The Americas Post - Dominican police respond to demonstrators throwing bottles and rocks. Photo: KINT News

Amnesty International released a highly critical report on Tuesday, saying the national police force kills and tortures with impunity in the Dominican Republic.

The Dominican national police were responsible for 15 percent of violent deaths recorded annually in the Dominican Republic from 2005 to 2010, according to the report.  The London-based human rights group said police abuse in the Caribbean nation has accompanied increased violent crime due to drug trafficking, the spread of firearms and worsening poverty rates.

With a population of 10 million, the Dominican Republic shares the Caribbean island of Hispaniola with Haiti.  The National Police said 2,367 people had been killed by its officers from 2005 through 2010, according to the report.

The report blamed “hardline policing methods” for contributing to escalating violence and crime instead of reducing it, as a result of inadequate government oversight and reforms.
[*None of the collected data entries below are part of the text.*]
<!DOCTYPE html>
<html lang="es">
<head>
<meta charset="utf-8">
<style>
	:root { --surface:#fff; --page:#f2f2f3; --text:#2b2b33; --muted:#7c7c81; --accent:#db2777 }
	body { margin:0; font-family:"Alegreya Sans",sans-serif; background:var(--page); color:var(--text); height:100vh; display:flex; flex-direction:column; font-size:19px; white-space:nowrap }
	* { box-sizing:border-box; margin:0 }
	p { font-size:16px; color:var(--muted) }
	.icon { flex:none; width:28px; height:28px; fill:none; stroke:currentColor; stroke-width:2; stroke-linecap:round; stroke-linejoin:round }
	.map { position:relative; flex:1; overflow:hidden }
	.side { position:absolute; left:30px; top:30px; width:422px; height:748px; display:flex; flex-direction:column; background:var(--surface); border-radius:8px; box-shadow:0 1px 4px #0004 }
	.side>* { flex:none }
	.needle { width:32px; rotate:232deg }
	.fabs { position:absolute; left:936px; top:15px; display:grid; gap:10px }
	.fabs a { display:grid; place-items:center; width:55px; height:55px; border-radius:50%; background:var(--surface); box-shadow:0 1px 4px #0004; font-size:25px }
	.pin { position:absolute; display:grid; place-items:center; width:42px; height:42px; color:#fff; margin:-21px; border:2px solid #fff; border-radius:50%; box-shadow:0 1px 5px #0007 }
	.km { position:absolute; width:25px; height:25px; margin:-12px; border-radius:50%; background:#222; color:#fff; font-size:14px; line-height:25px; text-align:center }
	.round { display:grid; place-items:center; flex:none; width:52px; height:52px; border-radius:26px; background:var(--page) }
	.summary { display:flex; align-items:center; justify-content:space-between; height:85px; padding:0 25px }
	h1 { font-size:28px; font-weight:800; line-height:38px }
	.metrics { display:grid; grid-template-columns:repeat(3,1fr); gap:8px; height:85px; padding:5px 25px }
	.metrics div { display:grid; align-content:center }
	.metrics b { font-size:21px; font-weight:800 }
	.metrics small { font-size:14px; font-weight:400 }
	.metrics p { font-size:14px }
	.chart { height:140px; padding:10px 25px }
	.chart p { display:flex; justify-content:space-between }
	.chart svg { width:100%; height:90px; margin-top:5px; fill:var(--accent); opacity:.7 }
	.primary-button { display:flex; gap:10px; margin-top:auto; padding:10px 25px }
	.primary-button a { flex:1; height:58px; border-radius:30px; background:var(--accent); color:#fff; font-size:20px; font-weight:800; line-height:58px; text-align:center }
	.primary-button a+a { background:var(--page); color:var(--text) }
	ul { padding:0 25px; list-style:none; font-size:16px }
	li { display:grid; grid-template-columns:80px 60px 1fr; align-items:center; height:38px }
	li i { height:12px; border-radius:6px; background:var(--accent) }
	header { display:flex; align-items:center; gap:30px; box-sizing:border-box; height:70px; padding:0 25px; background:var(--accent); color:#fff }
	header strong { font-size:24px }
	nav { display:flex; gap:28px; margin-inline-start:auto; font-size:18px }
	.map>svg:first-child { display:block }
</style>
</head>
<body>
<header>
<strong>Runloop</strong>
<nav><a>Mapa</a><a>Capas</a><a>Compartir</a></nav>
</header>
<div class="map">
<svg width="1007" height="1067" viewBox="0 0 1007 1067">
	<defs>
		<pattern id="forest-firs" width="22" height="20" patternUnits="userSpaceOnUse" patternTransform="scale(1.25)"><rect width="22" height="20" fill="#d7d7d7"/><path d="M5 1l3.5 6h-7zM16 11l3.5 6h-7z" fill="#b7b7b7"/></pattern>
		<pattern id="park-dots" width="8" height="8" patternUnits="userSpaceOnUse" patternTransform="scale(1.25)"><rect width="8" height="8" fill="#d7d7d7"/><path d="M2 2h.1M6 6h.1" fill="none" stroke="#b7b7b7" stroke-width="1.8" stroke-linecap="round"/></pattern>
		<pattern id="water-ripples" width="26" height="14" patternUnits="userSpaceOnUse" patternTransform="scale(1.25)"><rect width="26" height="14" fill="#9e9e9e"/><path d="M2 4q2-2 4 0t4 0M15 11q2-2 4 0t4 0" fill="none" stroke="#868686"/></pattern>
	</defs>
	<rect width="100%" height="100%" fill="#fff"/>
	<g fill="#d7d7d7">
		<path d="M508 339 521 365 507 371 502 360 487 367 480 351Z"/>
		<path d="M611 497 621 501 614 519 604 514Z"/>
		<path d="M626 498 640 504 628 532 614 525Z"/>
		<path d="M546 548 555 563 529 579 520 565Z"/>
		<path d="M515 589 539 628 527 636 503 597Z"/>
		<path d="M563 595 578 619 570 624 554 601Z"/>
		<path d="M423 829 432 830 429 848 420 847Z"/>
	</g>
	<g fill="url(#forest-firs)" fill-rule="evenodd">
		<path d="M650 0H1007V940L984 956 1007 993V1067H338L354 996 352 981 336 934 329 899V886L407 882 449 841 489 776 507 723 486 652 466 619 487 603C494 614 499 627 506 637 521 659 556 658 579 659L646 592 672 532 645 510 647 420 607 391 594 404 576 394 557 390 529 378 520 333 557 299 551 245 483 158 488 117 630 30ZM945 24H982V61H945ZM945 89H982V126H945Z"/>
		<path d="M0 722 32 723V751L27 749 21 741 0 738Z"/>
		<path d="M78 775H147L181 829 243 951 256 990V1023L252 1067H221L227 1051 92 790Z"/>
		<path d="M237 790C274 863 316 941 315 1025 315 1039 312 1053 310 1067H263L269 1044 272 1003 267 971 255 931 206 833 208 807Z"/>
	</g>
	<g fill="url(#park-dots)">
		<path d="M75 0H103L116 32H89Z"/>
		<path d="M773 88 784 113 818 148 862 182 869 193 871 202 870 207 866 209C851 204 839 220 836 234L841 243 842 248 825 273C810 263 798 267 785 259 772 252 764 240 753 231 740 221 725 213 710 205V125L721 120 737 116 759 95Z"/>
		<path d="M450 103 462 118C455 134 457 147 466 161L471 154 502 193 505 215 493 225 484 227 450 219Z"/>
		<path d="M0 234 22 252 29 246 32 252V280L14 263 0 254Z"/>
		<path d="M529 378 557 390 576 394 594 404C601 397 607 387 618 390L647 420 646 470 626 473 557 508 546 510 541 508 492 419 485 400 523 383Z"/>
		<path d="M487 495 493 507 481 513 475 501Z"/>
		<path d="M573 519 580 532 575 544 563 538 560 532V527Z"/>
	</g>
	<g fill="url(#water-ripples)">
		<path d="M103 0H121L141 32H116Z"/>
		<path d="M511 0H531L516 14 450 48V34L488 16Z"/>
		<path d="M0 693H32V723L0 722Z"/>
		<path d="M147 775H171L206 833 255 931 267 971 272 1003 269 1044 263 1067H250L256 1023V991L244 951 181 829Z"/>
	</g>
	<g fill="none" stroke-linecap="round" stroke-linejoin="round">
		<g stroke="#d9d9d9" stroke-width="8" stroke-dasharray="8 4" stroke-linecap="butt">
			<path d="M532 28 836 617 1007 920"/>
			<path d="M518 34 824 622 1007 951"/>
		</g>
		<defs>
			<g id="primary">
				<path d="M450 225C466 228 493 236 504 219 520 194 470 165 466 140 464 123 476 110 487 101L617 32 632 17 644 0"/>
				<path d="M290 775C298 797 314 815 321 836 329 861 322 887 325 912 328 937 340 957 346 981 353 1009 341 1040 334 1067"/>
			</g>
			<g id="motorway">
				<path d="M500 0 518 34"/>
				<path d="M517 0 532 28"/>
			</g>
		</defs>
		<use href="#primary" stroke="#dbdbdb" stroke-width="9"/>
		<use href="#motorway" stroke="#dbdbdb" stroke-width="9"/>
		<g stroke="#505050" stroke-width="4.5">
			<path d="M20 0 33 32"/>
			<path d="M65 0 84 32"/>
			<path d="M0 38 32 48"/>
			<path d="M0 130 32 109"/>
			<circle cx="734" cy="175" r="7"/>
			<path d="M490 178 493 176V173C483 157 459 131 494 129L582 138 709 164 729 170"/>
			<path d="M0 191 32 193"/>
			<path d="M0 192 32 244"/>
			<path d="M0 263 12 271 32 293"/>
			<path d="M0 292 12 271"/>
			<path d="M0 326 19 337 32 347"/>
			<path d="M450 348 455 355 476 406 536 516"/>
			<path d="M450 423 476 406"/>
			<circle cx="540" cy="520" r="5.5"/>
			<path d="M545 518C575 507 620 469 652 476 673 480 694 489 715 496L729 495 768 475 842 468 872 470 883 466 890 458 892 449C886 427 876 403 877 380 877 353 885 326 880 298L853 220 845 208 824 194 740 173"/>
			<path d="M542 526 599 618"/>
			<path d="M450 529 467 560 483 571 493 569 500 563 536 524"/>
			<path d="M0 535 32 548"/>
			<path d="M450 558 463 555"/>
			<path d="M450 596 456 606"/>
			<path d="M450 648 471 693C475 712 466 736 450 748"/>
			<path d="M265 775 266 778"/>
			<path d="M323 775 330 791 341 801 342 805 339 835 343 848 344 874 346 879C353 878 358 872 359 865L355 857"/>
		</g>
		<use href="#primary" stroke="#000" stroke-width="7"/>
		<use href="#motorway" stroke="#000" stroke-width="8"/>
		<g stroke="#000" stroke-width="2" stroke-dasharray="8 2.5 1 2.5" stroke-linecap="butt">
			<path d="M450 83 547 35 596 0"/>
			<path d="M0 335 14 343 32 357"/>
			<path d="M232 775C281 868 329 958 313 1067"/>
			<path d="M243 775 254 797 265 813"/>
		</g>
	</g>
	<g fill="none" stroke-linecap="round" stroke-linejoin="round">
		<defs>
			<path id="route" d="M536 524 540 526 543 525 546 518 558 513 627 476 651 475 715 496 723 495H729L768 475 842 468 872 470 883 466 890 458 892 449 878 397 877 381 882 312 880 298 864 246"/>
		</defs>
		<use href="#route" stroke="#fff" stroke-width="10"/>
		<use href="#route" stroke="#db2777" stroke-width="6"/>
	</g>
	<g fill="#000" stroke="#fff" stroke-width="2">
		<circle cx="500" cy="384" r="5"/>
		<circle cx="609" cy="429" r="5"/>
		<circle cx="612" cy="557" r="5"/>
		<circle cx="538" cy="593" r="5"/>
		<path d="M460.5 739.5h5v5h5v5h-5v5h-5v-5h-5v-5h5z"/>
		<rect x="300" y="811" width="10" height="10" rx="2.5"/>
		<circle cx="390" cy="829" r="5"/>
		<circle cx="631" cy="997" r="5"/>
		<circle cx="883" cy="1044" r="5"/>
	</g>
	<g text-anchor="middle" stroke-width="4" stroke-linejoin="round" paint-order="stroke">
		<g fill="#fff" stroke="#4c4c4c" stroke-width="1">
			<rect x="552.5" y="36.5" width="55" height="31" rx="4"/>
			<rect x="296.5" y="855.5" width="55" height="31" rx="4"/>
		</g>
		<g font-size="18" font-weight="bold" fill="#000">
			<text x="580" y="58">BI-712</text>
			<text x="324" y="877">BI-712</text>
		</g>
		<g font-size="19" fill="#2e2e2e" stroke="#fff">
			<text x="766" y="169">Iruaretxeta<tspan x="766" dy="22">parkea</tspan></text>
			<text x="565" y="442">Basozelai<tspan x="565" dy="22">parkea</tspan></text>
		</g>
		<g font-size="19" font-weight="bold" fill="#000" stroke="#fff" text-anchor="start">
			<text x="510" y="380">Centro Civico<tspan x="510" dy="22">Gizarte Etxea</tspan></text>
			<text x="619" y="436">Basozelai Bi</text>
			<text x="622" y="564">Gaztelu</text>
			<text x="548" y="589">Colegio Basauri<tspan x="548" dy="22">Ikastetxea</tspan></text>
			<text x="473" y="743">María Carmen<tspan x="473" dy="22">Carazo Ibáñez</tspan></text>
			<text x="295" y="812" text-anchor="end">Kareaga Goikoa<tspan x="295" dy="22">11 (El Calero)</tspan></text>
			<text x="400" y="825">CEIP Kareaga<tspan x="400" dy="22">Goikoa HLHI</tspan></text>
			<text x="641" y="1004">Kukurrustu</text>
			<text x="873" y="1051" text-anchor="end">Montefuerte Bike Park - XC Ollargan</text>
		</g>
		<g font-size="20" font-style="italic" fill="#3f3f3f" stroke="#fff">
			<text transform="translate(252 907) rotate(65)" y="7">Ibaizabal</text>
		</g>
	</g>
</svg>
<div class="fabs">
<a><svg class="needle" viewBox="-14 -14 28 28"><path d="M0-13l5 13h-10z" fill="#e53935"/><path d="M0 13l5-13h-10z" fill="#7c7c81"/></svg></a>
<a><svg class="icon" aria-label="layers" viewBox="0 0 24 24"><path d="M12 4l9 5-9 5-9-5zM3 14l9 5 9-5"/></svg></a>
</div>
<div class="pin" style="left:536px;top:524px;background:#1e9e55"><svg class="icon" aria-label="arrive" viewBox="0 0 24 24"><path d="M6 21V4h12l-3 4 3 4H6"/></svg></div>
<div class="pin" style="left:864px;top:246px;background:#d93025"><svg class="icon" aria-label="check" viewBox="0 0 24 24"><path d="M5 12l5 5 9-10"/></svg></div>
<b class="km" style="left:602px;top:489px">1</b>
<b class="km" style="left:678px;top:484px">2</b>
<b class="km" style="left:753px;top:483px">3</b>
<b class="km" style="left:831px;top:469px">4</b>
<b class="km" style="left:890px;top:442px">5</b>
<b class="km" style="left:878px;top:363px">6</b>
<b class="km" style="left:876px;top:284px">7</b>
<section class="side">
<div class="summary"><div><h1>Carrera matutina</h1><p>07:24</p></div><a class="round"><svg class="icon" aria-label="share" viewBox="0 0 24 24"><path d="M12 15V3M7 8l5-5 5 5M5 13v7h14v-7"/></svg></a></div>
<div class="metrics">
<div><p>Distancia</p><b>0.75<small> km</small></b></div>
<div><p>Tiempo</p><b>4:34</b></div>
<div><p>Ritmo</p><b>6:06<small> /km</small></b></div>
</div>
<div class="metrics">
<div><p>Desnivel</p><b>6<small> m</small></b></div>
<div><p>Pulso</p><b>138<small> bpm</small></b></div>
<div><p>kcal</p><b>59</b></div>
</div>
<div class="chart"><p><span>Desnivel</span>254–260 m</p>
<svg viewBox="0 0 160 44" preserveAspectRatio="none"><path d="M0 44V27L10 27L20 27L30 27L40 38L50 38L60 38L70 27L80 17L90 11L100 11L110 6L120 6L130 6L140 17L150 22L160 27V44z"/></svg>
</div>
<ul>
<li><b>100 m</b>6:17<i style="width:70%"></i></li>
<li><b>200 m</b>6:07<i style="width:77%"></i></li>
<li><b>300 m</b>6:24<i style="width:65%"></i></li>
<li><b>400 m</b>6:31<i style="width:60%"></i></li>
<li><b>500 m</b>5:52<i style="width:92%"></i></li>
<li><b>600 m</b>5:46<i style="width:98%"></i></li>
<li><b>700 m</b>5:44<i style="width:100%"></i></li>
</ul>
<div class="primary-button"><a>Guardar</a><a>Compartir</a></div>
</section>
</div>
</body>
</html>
“At the heart of the failure to implement effective reforms and ensure that Dominicans have the effective policing that they need is a lack of political will,” the report said.  “Those in power have failed to confront those with a vested interest in maintaining the current system in which corruption is deeply rooted and human rights abuses by the police are pervasive.”

In addition to what it described as widespread police torture of criminal suspects, Amnesty said there was evidence to suggest that some killings by the police were so-called “extrajudicial executions.”  There was no immediate response to the report from the Dominican government or police.

As recently as April 2011, Interpol secretary general Ronald Noble congratulated the Santo Domingo police force for being “one of the best in the world”.